• ACTION ITEM:
Below are the entries; give again exactly the lines from the one mentioning "pinky tip: (150, 167)" through the one mentioning "middle dip: (167, 107)", inclusive.

[[ TASK INPUT, beginning ]]

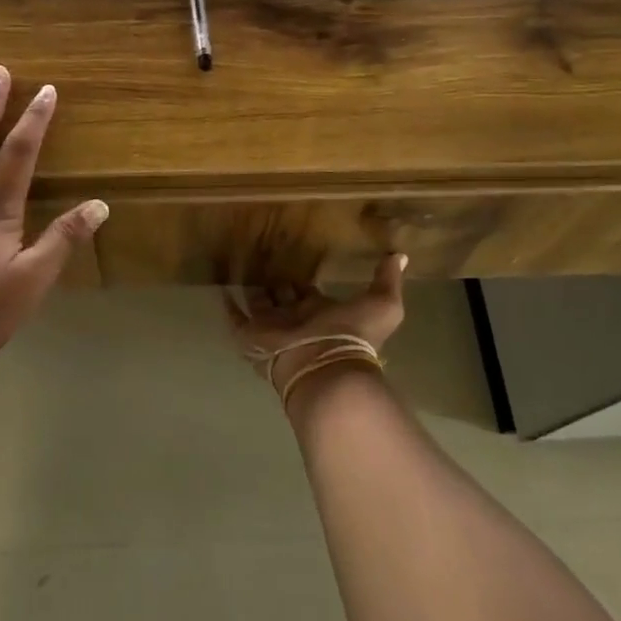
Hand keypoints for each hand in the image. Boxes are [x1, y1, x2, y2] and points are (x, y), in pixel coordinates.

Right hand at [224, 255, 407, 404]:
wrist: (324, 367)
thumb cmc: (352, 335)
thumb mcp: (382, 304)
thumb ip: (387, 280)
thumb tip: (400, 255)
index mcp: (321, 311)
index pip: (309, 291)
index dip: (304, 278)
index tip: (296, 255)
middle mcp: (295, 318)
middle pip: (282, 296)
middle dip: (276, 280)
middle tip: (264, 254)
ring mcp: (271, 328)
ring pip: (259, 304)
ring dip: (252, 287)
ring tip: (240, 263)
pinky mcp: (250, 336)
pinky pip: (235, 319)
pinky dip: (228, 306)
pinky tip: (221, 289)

[[ TASK INPUT, end ]]
[[ TASK INPUT, beginning ]]

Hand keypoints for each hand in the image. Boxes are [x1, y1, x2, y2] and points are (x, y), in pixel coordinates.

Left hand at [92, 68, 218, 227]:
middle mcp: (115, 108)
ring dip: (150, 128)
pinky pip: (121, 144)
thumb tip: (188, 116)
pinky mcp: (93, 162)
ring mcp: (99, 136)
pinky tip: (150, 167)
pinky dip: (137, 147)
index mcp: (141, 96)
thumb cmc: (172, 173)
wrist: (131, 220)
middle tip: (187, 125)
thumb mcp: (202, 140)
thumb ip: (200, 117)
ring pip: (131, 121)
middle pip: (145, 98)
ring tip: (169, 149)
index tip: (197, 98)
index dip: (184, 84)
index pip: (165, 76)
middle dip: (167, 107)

[[ TASK INPUT, end ]]

• OUTPUT FOR THIS TASK:
pinky tip: (150, 167)
pinky dip: (137, 147)
index mcp: (141, 96)
thumb cmc: (172, 173)
wrist: (131, 220)
middle tip: (187, 125)
thumb mcp: (202, 140)
thumb ip: (200, 117)
ring pip: (131, 121)
middle pip: (145, 98)
ring tip: (169, 149)
index tip: (197, 98)
index dip: (184, 84)
index pip: (165, 76)
middle dip: (167, 107)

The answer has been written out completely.